Prevalence of Substandard and Falsified Essential Medicines: Still an Incomplete Picture

Author Affiliations
  • 1Division of Infectious Diseases and Global Public Health, Department of Anesthesiology, School of Medicine, University of California, San Diego
  • 2Global Health Policy Institute, San Diego, California
  • 3World Health Organization Collaborating Centre for Governance, Transparency and Accountability in the Pharmaceutical Sector, University of Toronto, Toronto, Ontario, Canada
JAMA Netw Open. 2018;1(4):e181685. doi:10.1001/jamanetworkopen.2018.1685

In a press release reporting updates from the recent 71st World Health Assembly of the World Health Organization (WHO), member state delegates called special attention to development of a 5-year roadmap aimed at improving access to safe, effective, and affordable medicines and vaccines, a health target contained in the United Nations’ Sustainable Development Goals.1 The WHO also highlighted one of the key impediments of progress toward this target, the increasing numbers of substandard and falsified medicines (SF medicines) that undermine global health, social and economic progress, and human development.

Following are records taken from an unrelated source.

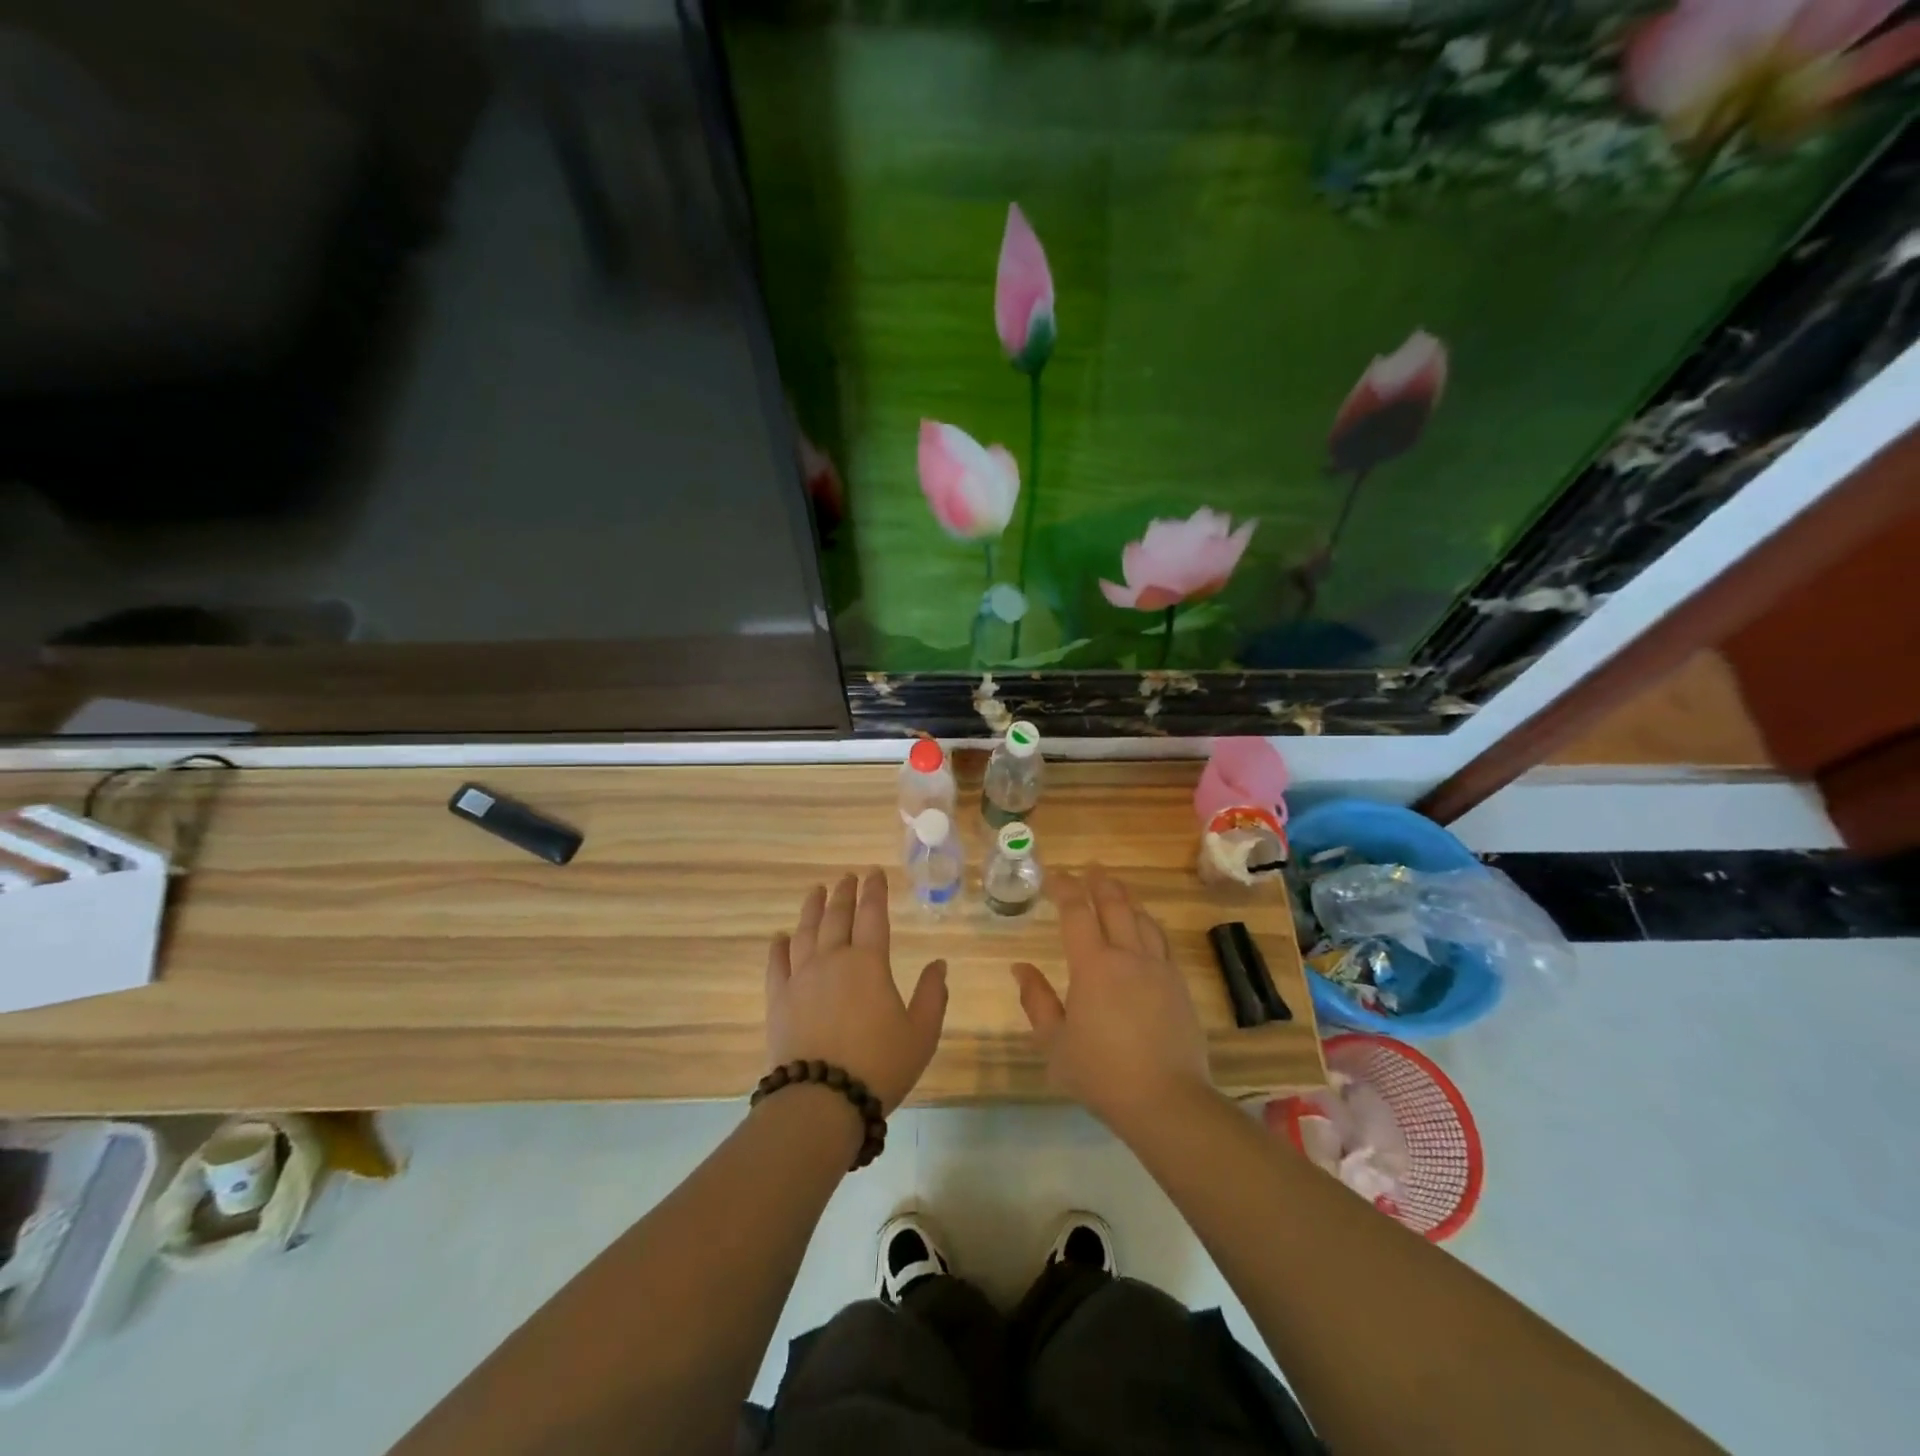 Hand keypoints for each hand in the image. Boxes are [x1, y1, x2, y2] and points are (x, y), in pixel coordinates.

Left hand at [767, 869, 948, 1113]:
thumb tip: (938, 963)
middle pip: (837, 916)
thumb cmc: (879, 1065)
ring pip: (806, 931)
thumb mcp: (921, 1034)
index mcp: (869, 963)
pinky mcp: (778, 999)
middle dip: (844, 893)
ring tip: (816, 891)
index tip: (874, 873)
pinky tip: (780, 937)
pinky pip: (776, 963)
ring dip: (812, 908)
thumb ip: (933, 995)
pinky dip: (779, 946)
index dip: (875, 891)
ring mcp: (801, 977)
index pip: (873, 915)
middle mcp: (833, 960)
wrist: (821, 1101)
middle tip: (847, 877)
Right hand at [1010, 867, 1212, 1134]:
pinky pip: (1161, 940)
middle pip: (1114, 904)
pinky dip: (1147, 924)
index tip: (1056, 876)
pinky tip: (1145, 928)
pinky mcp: (1179, 984)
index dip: (1065, 889)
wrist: (1166, 1099)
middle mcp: (1128, 955)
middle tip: (1090, 869)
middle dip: (1099, 882)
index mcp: (1093, 965)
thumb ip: (1036, 1001)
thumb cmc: (1101, 1073)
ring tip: (1116, 890)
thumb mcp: (1055, 1043)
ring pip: (1142, 918)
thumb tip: (1019, 968)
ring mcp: (1158, 968)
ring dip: (1126, 898)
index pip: (1076, 912)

Despite growing attention from a number of international organizations, including the WHO, the United Nations Office of Drugs and Crime, Interpol, and the World Customs Organization, the problem of falsified (ie, medical products deliberately and fraudulently misrepresenting their identity, composition, or source) and substandard (ie, authorized medical products that fail to meet their quality standards or specifications) medicines is not a recent phenomenon.2 In fact, as early as 1988, the World Health Assembly called for international action against the illicit trade in “counterfeit” medicines (a term WHO has abandoned, as it refers to a violation of intellectual property).2 More than 3 decades later, definitions have changed, resolutions have been adopted, reports have been issued, and new initiatives have been announced, but there remains a scarcity of empirical data on the actual prevalence, key characteristics, and economic impact of SF medicines.